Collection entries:
-.-.-

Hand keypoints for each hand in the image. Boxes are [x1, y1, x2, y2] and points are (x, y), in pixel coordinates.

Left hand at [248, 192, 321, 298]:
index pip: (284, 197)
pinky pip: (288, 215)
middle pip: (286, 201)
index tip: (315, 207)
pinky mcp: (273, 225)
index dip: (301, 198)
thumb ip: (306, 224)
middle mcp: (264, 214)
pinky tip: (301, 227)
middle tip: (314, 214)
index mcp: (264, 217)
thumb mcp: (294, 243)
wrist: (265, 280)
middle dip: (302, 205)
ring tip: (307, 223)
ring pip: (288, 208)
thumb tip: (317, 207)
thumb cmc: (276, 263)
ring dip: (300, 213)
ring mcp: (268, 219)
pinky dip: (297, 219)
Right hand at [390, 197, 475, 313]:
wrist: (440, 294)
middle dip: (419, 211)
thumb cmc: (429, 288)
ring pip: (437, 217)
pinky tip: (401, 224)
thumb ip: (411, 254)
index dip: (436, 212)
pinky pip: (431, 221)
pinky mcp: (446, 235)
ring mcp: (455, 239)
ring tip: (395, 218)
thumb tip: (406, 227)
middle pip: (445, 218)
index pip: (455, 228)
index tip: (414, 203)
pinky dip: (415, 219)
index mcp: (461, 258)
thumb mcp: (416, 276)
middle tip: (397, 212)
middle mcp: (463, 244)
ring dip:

-.-.-

**EXERCISE GOAL:**
Every entry above must be reproduced exactly.

**EXERCISE OUTPUT:**
Hand keypoints for each hand in the image. Boxes are [x1, y1, x2, y2] and points are (x, y), in pixel coordinates.

Left hand at [248, 192, 321, 298]:
index pip: (284, 197)
pinky pip: (288, 215)
middle pip: (286, 201)
index tip: (315, 207)
pinky mcp: (273, 225)
index dip: (301, 198)
thumb ip: (306, 224)
middle mcp: (264, 214)
pinky tip: (301, 227)
middle tip: (314, 214)
index mcp: (264, 217)
thumb mcp: (294, 243)
wrist: (265, 280)
middle dip: (302, 205)
ring tip: (307, 223)
ring pip: (288, 208)
thumb tip: (317, 207)
thumb cmc: (276, 263)
ring dip: (300, 213)
ring mcp: (268, 219)
pinky dip: (297, 219)
Right hand at [390, 197, 475, 313]:
wrist: (440, 294)
middle dip: (419, 211)
thumb cmc: (429, 288)
ring pip: (437, 217)
pinky tip: (401, 224)
thumb ip: (411, 254)
index dip: (436, 212)
pinky pip: (431, 221)
pinky mcp: (446, 235)
ring mcp: (455, 239)
ring tip: (395, 218)
thumb tip: (406, 227)
middle pip: (445, 218)
index pip: (455, 228)
index tip: (414, 203)
pinky dip: (415, 219)
index mcp: (461, 258)
thumb mcp: (416, 276)
middle tip: (397, 212)
middle mcp: (463, 244)
ring dip:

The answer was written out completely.